- Exercise -
I'd like every entry returned exactly as it is, with the images left out.

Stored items

^^^^^^^^^^^^^^^^

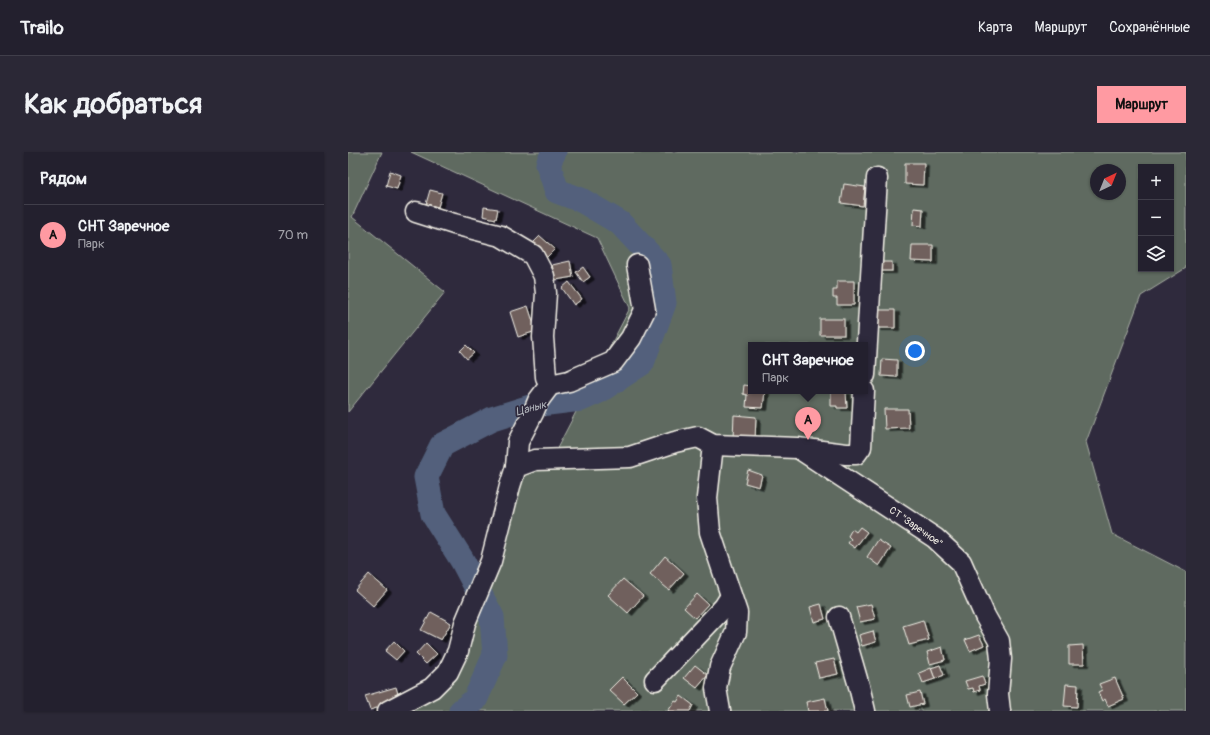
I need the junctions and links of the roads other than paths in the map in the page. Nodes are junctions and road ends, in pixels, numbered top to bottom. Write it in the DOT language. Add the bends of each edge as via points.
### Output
graph roads {
  1 [pos="877,178"];
  2 [pos="416,212"];
  3 [pos="637,265"];
  4 [pos="867,342"];
  5 [pos="550,384"];
  6 [pos="864,394"];
  7 [pos="713,445"];
  8 [pos="797,448"];
  9 [pos="516,467"];
  10 [pos="731,596"];
  11 [pos="839,617"];
  12 [pos="654,680"];
  13 [pos="388,711"];
  14 [pos="720,711"];
  15 [pos="865,711"];
  16 [pos="1000,711"];
  1 -- 4 [label="lane"];
  2 -- 5 [label="lane" via="501,236 533,255 544,276 544,362 546,377"];
  3 -- 5 [label="lane" via="645,310 631,338 613,362 569,381"];
  5 -- 9 [label="lane" via="518,442"];
  6 -- 8 [label="lane" via="860,447 856,454"];
  7 -- 8 [label="lane"];
  7 -- 9 [label="lane" via="698,437 630,457 535,460"];
  7 -- 10 [label="lane" via="707,498 710,532"];
  8 -- 16 [label="lane, СТ \"Заречное\"" via="935,538 961,562 999,641"];
  9 -- 13 [label="lane" via="491,561 448,672 432,688"];
  10 -- 12 [label="lane" via="724,607"];
  10 -- 14 [label="lane" via="737,613 736,632 720,667 716,688"];
  11 -- 15 [label="lane"];
}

^^^^^^^^^^^^^^^^

- Response to this task -
I need the junctions and links of the roads other than paths in the map in the page. Nodes are junctions and road ends, in pixels, numbered top to bottom. Write it in the DOT language. Add the bends of each edge as via points.
### Output
graph roads {
  1 [pos="877,178"];
  2 [pos="416,212"];
  3 [pos="637,265"];
  4 [pos="867,342"];
  5 [pos="550,384"];
  6 [pos="864,394"];
  7 [pos="713,445"];
  8 [pos="797,448"];
  9 [pos="516,467"];
  10 [pos="731,596"];
  11 [pos="839,617"];
  12 [pos="654,680"];
  13 [pos="388,711"];
  14 [pos="720,711"];
  15 [pos="865,711"];
  16 [pos="1000,711"];
  1 -- 4 [label="lane"];
  2 -- 5 [label="lane" via="501,236 533,255 544,276 544,362 546,377"];
  3 -- 5 [label="lane" via="645,310 631,338 613,362 569,381"];
  5 -- 9 [label="lane" via="518,442"];
  6 -- 8 [label="lane" via="860,447 856,454"];
  7 -- 8 [label="lane"];
  7 -- 9 [label="lane" via="698,437 630,457 535,460"];
  7 -- 10 [label="lane" via="707,498 710,532"];
  8 -- 16 [label="lane, СТ \"Заречное\"" via="935,538 961,562 999,641"];
  9 -- 13 [label="lane" via="491,561 448,672 432,688"];
  10 -- 12 [label="lane" via="724,607"];
  10 -- 14 [label="lane" via="737,613 736,632 720,667 716,688"];
  11 -- 15 [label="lane"];
}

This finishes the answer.